Das französische Innenministerium hat nach den Fan-Zusammenstößen in Marseille bei der EM-Partie England - Russland (1:1) den Vorwurf mangelnder Vorbereitung auf Gewalt von Hooligans zurückgewiesen. Sprecher Henry-Pierre Brandet betonte am Sonntag, dass die Behörden zahlreiche vorbeugende Maßnahmen ergriffen hätten. So habe die britische Regierung vor der EM 3.000 Hooligans ihre Pässe abgenommen.

Frankreich habe im Gegenzug Einreiseverbote gegen 3.000 Menschen verhängt. "Wenn es ein Scheitern gibt, ist es ein Scheitern des Fußballs, der ganz klar zeigt, dass er noch an einem Teil seiner Fans krankt", sagte Brandet dem Sender BFMTV. "Leider sind alle internationalen Turniere seit fast 30 Jahren von Zusammenstößen zwischen Fans besudelt - das war auch bei der EM 2012 der Fall."

Thema: Alkoholverbot

Auf die Frage nach dem Verbot des Verkaufs von Alkohol in den Innenstädten von EM-Städten, wie es beispielsweise für die nordfranzösische Stadt Lens verhängt wurde, verwies Brandet auf die Zuständigkeit der Bürgermeister. "Es ist klar, dass das Dinge sind, die erwogen werden."

Brandet ging davon aus, dass es weitere Festnahmen geben werde, wenn die Videoaufnahmen der Polizei ausgewertet seien. Bei den Zusammenstößen am Samstag mit 35 Verletzten in Marseille waren acht Menschen festgenommen worden, ein britischer Fan schwebt in Lebensgefahr.

Kritik aus Russland

Russlands Sportminister Witali Mutko beklagte dagegen unzureichende Sicherheitsmaßnahmen. "Man muss solche Spiele gut organisieren und die Fans (im Stadion) trennen", sagte er Moskauer Medien zufolge. So habe es etwa keine Fangnetze zum Schutz vor Feuerwerkskörpern gegeben. Auch der russische Verbandsfunktionär Wjatscheslaw Koloskow kritisierte mangelnde Sicherheitskontrollen in Marseille. "Heute bringt man Feuerwerkskörper ins Stadion, morgen vielleicht eine Bombe", sagte der Ehrenvorsitzende des russischen Fußball-Verbandes (RFS).

Dem russischen Generalkonsulat in Marseille zufolge wurde mindestens ein Russe bei den Krawallen festgenommen.
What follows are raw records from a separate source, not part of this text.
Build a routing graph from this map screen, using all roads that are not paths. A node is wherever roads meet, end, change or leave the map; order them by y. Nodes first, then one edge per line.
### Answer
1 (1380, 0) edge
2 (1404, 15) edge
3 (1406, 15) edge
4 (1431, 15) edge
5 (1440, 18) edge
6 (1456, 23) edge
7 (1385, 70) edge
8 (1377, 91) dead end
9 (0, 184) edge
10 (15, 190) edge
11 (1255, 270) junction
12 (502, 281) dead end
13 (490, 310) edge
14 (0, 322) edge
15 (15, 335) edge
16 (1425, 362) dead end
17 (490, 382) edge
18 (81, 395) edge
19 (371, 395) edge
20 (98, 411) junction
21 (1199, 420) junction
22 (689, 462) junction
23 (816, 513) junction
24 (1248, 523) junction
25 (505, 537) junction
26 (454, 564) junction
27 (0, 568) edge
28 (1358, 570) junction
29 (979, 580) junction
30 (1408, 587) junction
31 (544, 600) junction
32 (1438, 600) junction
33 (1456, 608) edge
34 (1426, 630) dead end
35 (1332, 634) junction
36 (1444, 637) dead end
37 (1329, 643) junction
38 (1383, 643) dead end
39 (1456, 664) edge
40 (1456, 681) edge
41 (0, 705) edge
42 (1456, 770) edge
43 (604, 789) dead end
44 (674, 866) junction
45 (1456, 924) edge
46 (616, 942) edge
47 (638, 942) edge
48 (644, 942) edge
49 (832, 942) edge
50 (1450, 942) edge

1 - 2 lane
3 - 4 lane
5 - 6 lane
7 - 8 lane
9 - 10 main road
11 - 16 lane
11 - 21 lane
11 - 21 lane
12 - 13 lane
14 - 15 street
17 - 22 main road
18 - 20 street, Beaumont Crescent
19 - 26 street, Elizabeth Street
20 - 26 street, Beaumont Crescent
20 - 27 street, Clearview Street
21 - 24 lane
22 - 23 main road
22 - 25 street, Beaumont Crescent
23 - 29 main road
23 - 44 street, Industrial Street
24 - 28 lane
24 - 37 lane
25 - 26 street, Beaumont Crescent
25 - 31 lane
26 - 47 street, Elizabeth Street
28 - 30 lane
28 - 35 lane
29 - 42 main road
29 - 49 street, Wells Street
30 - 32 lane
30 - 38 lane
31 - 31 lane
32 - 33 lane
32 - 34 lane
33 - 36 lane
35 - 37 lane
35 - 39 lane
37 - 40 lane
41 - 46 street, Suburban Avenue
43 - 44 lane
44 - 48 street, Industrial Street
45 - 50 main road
Dem Mann drohe eine Haftstrafe wegen Körperverletzung, sagte ein Behördensprecher am Sonntag der Agentur Tass. Unter den Schwerverletzten sei nach vorläufigen Angaben kein Russe.

Viel schlimmere Zwischenfälle verhindert

Die französischen Behörden verteidigten indes ihr Vorgehen bei den Ausschreitungen. "Leider hat es nicht eine gewisse Zahl von Verletzten verhindern können", sagte der Polizeipräfekt der Mittelmeerstadt, Laurent Nunez, am Sonntag dem Radiosender France Info. "Aber ich möchte hervorheben, dass die schnelle Reaktion, die Beherrschung und die Entschlossenheit der Polizisten zweifellos erlaubt haben, noch viel schlimmere Zwischenfälle zu verhindern."

Infolge von Provokationen sei es gegen 16.00 Uhr an verschiedenen Orten zu einer Reihe von Schlägereien zwischen Fan-Gruppen gekommen. "Das ist ein extrem schwieriges Einsatz-Terrain", betonte Nunez. Die Polizisten seien systematisch eingeschritten, um Auseinandersetzungen schnell zu beenden oder zu vermeiden.

"Ohne das schnelle Eingreifen der Sicherheitskräfte (...) hätte die Situation noch weiter eskalieren können", betonte Brandet. Dennoch sei die Bilanz der Zusammenstöße mit einem lebensgefährlich Verletzten am Samstag nicht akzeptabel.